I’m sure they did nothing to harm you.’

‘Maybe so but they could not interpret the visions set before them. If you can succeed where they failed, they will be restored to you. If not, there will be five stones.’

The woman took the challenge and so the fakir revealed the same scenes he had produced for the men of the house.

When the field of corn faded he looked to the woodsman’s wife for a response. She smiled.

‘The corn is the wealth of the kingdom and the sticks are those who are given custody of it. Instead of guarding it they take it, little by little, till nothing is left to protect.’

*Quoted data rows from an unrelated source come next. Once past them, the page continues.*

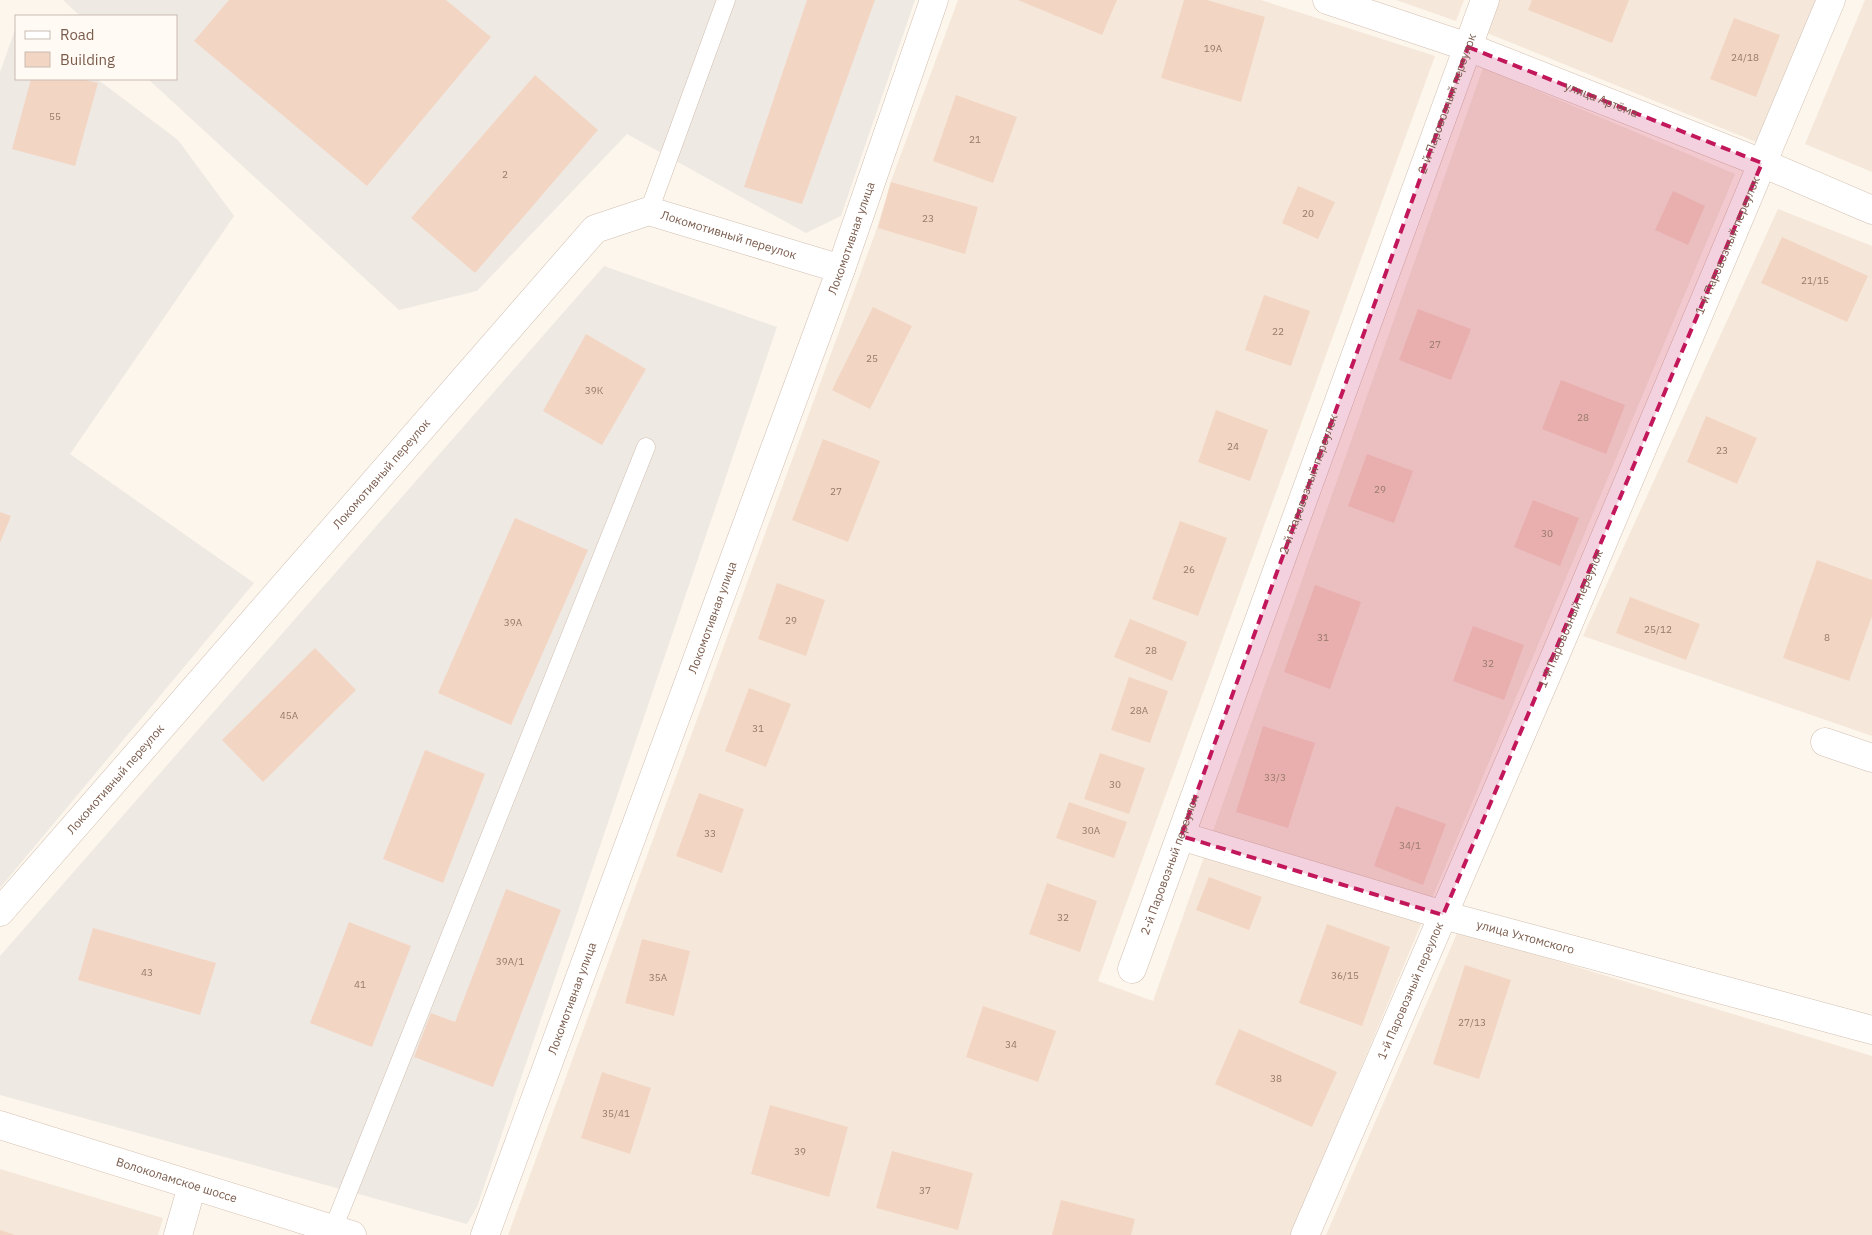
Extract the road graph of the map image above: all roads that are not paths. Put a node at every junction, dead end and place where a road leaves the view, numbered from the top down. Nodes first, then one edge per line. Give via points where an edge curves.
1 (726, 0) edge
2 (934, 0) edge
3 (1327, 0) edge
4 (1485, 0) edge
5 (1831, 0) edge
6 (1468, 47) junction
7 (1762, 163) junction
8 (649, 210) junction
9 (1872, 210) edge
10 (841, 269) junction
11 (646, 447) dead end
12 (1825, 742) dead end
13 (1872, 758) edge
14 (1181, 836) junction
15 (0, 912) edge
16 (1443, 915) junction
17 (1132, 969) dead end
18 (1872, 1030) edge
19 (0, 1125) edge
20 (192, 1186) junction
21 (343, 1232) edge
22 (178, 1235) edge
23 (485, 1235) edge
24 (1305, 1235) edge

1 - 8 lane
2 - 10 street, Локомотивная улица
3 - 6 street, улица Артёма
4 - 6 street, 2-й Паровозный переулок
5 - 7 street, 1-й Паровозный переулок
6 - 7 street, улица Артёма
6 - 14 street, 2-й Паровозный переулок
7 - 9 street, улица Артёма
7 - 16 street, 1-й Паровозный переулок
8 - 10 street, Локомотивный переулок
8 - 15 street, Локомотивный переулок via 595,229
10 - 23 street, Локомотивная улица
11 - 21 lane
12 - 13 street
14 - 16 street, улица Ухтомского
14 - 17 street, 2-й Паровозный переулок
16 - 18 street, улица Ухтомского
16 - 24 street, 1-й Паровозный переулок
19 - 20 street, Волоколамское шоссе
20 - 21 street, Волоколамское шоссе
20 - 22 street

Next she was shown the healthy cow and the frail calf. ‘I have seen this all too often,’ said the woman. 

‘We should nourish our children when they are young, make sacrifices for them and allow them to grow and become their own selves. Instead, we burden them with our own wants. We try to live through them and so we take their strength away from them.’

When she was shown the old man with his burden she nodded and said, ‘Even when we find as much as we need, some must gather on and make a heavier burden for themselves.’

Finally, the draining lake was shown to her. This time the woodsman’s wife looked sad.

‘That is the way of the world. We need water for life and there is enough for all. But something must flow back into that lake or else it will be drained, in time.’

This time the fakir passed his hand over the four stones and the husband and three sons were returned to life. ‘Your future is secure and so is that of your family if you are willing to share.’

Of course the king sent the clever wife a bag of gold when he heard the report of the fakir. She used it with care and it was enough to see that the whole family and their children to come were provided for.